══ Records for this exercise

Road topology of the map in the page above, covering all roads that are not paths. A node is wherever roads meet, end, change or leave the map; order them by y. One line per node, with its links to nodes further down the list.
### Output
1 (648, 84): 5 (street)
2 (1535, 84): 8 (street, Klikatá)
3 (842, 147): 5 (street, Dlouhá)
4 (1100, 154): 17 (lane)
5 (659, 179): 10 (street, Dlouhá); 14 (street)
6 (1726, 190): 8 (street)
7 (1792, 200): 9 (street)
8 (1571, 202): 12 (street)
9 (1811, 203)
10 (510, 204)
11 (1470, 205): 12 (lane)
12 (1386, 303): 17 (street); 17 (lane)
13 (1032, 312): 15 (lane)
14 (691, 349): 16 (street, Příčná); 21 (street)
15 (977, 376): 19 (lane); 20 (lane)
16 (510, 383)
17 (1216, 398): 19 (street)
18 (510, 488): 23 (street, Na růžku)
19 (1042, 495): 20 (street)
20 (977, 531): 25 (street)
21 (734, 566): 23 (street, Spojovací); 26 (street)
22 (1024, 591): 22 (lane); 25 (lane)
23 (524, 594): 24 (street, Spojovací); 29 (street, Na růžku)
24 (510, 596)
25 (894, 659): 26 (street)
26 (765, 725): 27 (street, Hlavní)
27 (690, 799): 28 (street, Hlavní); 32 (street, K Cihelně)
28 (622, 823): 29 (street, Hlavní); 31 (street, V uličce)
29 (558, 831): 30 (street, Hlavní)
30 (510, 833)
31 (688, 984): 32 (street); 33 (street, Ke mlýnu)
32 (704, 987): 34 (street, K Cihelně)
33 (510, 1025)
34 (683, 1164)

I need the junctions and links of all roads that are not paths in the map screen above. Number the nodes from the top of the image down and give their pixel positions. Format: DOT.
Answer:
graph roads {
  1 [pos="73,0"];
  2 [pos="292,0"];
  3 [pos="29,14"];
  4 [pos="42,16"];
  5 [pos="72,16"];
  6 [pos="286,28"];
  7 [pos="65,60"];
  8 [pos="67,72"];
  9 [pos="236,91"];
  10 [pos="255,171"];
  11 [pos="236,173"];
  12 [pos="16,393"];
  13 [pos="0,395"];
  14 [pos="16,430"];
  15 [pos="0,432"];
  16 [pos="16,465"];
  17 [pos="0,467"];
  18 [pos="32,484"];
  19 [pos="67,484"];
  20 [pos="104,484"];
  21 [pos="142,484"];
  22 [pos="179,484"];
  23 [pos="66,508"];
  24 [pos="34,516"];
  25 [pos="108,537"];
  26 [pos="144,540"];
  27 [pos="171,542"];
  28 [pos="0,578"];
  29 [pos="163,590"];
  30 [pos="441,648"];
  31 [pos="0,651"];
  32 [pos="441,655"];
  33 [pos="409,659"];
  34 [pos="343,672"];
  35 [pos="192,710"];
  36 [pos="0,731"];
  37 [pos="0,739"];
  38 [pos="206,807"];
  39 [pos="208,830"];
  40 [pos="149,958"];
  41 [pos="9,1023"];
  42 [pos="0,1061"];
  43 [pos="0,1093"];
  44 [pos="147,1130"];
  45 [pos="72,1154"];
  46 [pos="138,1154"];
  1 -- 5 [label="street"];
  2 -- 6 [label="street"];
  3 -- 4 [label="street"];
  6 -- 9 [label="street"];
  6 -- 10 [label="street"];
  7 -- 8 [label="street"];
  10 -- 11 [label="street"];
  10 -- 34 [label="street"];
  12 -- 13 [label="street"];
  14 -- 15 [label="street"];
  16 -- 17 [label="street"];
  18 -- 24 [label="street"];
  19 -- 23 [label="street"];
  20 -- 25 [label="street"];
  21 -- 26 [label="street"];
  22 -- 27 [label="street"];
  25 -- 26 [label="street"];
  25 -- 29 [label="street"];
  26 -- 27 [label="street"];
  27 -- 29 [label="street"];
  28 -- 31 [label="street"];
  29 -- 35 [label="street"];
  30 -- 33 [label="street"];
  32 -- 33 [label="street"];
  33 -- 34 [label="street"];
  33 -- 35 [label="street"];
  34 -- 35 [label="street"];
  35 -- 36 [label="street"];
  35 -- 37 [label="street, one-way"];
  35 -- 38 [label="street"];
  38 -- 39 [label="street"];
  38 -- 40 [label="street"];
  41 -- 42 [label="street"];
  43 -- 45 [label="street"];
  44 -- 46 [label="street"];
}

════

Work required >>
Send back every entry precisely as given.

Response area >>
Road topology of the map in the page above, covering all roads that are not paths. A node is wherever roads meet, end, change or leave the map; order them by y. One line per node, with its links to nodes further down the list.
### Output
1 (648, 84): 5 (street)
2 (1535, 84): 8 (street, Klikatá)
3 (842, 147): 5 (street, Dlouhá)
4 (1100, 154): 17 (lane)
5 (659, 179): 10 (street, Dlouhá); 14 (street)
6 (1726, 190): 8 (street)
7 (1792, 200): 9 (street)
8 (1571, 202): 12 (street)
9 (1811, 203)
10 (510, 204)
11 (1470, 205): 12 (lane)
12 (1386, 303): 17 (street); 17 (lane)
13 (1032, 312): 15 (lane)
14 (691, 349): 16 (street, Příčná); 21 (street)
15 (977, 376): 19 (lane); 20 (lane)
16 (510, 383)
17 (1216, 398): 19 (street)
18 (510, 488): 23 (street, Na růžku)
19 (1042, 495): 20 (street)
20 (977, 531): 25 (street)
21 (734, 566): 23 (street, Spojovací); 26 (street)
22 (1024, 591): 22 (lane); 25 (lane)
23 (524, 594): 24 (street, Spojovací); 29 (street, Na růžku)
24 (510, 596)
25 (894, 659): 26 (street)
26 (765, 725): 27 (street, Hlavní)
27 (690, 799): 28 (street, Hlavní); 32 (street, K Cihelně)
28 (622, 823): 29 (street, Hlavní); 31 (street, V uličce)
29 (558, 831): 30 (street, Hlavní)
30 (510, 833)
31 (688, 984): 32 (street); 33 (street, Ke mlýnu)
32 (704, 987): 34 (street, K Cihelně)
33 (510, 1025)
34 (683, 1164)

I need the junctions and links of all roads that are not paths in the map screen above. Number the nodes from the top of the image down and give their pixel positions. Format: DOT.
Answer:
graph roads {
  1 [pos="73,0"];
  2 [pos="292,0"];
  3 [pos="29,14"];
  4 [pos="42,16"];
  5 [pos="72,16"];
  6 [pos="286,28"];
  7 [pos="65,60"];
  8 [pos="67,72"];
  9 [pos="236,91"];
  10 [pos="255,171"];
  11 [pos="236,173"];
  12 [pos="16,393"];
  13 [pos="0,395"];
  14 [pos="16,430"];
  15 [pos="0,432"];
  16 [pos="16,465"];
  17 [pos="0,467"];
  18 [pos="32,484"];
  19 [pos="67,484"];
  20 [pos="104,484"];
  21 [pos="142,484"];
  22 [pos="179,484"];
  23 [pos="66,508"];
  24 [pos="34,516"];
  25 [pos="108,537"];
  26 [pos="144,540"];
  27 [pos="171,542"];
  28 [pos="0,578"];
  29 [pos="163,590"];
  30 [pos="441,648"];
  31 [pos="0,651"];
  32 [pos="441,655"];
  33 [pos="409,659"];
  34 [pos="343,672"];
  35 [pos="192,710"];
  36 [pos="0,731"];
  37 [pos="0,739"];
  38 [pos="206,807"];
  39 [pos="208,830"];
  40 [pos="149,958"];
  41 [pos="9,1023"];
  42 [pos="0,1061"];
  43 [pos="0,1093"];
  44 [pos="147,1130"];
  45 [pos="72,1154"];
  46 [pos="138,1154"];
  1 -- 5 [label="street"];
  2 -- 6 [label="street"];
  3 -- 4 [label="street"];
  6 -- 9 [label="street"];
  6 -- 10 [label="street"];
  7 -- 8 [label="street"];
  10 -- 11 [label="street"];
  10 -- 34 [label="street"];
  12 -- 13 [label="street"];
  14 -- 15 [label="street"];
  16 -- 17 [label="street"];
  18 -- 24 [label="street"];
  19 -- 23 [label="street"];
  20 -- 25 [label="street"];
  21 -- 26 [label="street"];
  22 -- 27 [label="street"];
  25 -- 26 [label="street"];
  25 -- 29 [label="street"];
  26 -- 27 [label="street"];
  27 -- 29 [label="street"];
  28 -- 31 [label="street"];
  29 -- 35 [label="street"];
  30 -- 33 [label="street"];
  32 -- 33 [label="street"];
  33 -- 34 [label="street"];
  33 -- 35 [label="street"];
  34 -- 35 [label="street"];
  35 -- 36 [label="street"];
  35 -- 37 [label="street, one-way"];
  35 -- 38 [label="street"];
  38 -- 39 [label="street"];
  38 -- 40 [label="street"];
  41 -- 42 [label="street"];
  43 -- 45 [label="street"];
  44 -- 46 [label="street"];
}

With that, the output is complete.